Reputation: 111
I'm confused about copying arrays to constant memory.
According to programming guide there's at least one way to allocate constant memory and use it in order to store an array of values. And this is called static memory allocation:
__constant__ float constData[256];
float data[256];
cudaMemcpyToSymbol(constData, data, sizeof(data));
cudaMemcpyFromSymbol(data, constData, sizeof(data));
According to programming guide again we can use:
__device__ float* devPointer;
float* ptr;
cudaMalloc(&ptr, 256 * sizeof(float));
cudaMemcpyToSymbol(devPointer, &ptr, sizeof(ptr));
It looks like dynamic constant memory allocation is used, but I'm not sure about it. And also no qualifier __constant__
is used here.
So here are some questions:
Upvotes: 1
Views: 2829
Reputation: 4422
The developer can declare up to 64K of constant memory at file scope. In SM 1.0, the constant memory used by the toolchain (e.g. to hold compile-time constants) was separate and distinct from the constant memory available to developers, and I don't think this has changed since. The driver dynamically manages switching between different views of constant memory as it launches kernels that reside in different compilation units.

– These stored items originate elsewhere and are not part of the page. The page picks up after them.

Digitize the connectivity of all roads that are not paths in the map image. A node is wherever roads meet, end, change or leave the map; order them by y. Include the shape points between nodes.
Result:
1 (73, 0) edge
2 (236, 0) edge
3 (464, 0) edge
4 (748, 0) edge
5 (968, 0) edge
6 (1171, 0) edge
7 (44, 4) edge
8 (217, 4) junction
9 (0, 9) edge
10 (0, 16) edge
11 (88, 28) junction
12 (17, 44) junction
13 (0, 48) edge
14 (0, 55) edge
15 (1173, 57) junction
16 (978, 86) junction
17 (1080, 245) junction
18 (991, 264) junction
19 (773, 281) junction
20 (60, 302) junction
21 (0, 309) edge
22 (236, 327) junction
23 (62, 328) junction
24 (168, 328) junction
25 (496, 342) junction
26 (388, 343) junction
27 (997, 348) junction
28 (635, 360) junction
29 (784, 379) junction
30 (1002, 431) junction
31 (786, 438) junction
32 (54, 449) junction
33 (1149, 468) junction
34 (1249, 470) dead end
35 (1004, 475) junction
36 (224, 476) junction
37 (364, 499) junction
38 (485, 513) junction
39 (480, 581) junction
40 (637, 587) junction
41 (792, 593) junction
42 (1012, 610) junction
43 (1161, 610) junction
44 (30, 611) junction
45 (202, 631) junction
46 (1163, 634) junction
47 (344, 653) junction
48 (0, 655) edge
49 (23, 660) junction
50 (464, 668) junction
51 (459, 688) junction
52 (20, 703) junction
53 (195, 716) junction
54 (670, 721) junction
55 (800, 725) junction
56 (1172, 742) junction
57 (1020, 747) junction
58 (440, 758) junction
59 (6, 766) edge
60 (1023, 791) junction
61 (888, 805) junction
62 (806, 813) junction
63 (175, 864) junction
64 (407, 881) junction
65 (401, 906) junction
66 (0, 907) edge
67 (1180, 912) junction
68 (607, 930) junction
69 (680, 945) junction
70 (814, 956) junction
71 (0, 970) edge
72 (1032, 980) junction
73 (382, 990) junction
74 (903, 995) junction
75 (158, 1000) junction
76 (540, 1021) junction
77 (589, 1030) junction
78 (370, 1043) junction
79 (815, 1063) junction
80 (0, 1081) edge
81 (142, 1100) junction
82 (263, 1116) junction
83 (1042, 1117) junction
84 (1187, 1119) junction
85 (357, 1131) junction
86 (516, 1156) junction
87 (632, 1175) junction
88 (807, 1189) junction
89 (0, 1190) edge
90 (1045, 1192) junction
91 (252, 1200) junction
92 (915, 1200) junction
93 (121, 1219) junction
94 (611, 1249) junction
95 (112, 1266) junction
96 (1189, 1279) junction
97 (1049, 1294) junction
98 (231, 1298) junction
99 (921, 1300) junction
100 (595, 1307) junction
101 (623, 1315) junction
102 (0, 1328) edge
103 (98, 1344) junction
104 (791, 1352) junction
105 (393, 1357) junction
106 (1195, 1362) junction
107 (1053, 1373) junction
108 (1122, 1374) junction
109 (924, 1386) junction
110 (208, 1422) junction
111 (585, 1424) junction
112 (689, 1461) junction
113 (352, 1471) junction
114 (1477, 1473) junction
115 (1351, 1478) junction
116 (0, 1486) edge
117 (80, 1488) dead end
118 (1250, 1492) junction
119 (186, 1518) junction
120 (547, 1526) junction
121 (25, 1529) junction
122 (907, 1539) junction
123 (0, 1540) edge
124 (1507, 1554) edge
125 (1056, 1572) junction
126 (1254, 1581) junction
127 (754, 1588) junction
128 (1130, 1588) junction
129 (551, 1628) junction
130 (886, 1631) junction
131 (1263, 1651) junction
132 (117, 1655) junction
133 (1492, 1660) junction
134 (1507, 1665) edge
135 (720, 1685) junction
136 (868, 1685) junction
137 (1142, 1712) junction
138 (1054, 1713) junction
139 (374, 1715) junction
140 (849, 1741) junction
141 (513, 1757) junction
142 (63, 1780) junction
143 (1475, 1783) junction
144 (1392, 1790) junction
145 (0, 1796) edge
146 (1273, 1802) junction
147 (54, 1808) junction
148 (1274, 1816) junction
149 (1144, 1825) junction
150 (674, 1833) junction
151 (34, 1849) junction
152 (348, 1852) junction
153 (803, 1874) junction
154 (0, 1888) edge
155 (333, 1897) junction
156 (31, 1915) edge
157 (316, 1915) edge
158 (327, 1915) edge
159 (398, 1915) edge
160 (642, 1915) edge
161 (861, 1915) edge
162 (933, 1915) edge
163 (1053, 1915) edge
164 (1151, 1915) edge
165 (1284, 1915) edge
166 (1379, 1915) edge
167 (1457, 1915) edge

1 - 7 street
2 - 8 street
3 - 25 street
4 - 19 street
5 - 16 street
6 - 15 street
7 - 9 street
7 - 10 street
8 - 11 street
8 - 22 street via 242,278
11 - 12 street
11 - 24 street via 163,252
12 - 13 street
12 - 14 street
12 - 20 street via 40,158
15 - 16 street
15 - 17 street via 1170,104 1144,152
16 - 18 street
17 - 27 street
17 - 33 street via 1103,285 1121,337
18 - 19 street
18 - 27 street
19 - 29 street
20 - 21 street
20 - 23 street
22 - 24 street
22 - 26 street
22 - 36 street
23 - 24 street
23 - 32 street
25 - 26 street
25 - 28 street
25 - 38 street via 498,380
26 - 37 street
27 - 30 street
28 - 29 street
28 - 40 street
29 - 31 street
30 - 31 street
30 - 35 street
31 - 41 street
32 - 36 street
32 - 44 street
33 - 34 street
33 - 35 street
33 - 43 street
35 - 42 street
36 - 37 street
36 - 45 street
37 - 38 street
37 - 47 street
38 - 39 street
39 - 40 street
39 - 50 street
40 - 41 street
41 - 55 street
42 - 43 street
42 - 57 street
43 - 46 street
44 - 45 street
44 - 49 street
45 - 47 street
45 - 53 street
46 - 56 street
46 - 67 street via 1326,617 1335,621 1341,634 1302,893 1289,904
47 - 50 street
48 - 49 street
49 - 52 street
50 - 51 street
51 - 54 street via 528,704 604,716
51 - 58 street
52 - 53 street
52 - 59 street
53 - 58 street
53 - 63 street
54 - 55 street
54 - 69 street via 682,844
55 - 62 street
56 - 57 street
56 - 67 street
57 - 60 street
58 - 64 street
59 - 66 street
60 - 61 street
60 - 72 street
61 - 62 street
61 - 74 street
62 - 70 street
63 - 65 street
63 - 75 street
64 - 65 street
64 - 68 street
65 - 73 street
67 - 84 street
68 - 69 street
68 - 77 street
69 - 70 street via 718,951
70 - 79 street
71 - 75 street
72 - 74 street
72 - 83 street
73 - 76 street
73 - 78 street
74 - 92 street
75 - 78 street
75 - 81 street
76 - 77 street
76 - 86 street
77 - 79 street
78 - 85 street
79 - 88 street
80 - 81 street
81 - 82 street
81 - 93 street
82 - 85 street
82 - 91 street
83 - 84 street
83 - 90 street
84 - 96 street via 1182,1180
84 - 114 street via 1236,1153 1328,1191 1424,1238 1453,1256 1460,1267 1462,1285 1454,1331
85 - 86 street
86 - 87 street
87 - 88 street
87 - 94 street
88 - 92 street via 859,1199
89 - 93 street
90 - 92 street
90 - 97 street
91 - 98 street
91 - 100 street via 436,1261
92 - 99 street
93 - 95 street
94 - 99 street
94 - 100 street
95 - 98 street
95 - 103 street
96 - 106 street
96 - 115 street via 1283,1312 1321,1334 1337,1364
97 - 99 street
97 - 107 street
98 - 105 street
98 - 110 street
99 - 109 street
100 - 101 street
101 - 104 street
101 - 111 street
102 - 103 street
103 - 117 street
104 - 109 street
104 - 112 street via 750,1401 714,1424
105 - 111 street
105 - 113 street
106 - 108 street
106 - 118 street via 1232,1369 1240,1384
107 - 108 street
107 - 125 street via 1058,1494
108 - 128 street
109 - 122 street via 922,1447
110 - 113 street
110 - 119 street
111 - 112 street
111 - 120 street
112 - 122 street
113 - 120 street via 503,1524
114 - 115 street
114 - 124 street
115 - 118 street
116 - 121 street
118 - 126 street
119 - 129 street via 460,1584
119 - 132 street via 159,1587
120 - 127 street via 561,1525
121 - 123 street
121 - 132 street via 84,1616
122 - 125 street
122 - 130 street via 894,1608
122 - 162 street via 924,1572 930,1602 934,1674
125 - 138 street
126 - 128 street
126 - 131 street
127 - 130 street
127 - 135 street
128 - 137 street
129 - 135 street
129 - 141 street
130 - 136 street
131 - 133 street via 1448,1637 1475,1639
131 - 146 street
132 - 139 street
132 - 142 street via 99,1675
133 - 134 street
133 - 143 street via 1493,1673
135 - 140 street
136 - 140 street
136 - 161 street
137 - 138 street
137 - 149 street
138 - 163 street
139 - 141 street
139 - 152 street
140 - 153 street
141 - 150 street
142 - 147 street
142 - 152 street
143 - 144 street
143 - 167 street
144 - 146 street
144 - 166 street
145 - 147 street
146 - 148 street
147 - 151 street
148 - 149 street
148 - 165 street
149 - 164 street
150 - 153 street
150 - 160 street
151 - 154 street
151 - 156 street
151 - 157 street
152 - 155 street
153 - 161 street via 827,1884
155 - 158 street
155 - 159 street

Although you cannot allocate constant memory dynamically, this pattern suffices because the 64K limit is not system-wide, it only applies to compilation units.
Use the first pattern cited in your question: statically declare the constant data and update it with cudaMemcpyToSymbol
before launching kernels that reference it. In the second pattern, only reads of the pointer itself will go through constant memory. Reads using the pointer will be serviced by the normal L1/L2 cache hierarchy.
Upvotes: 6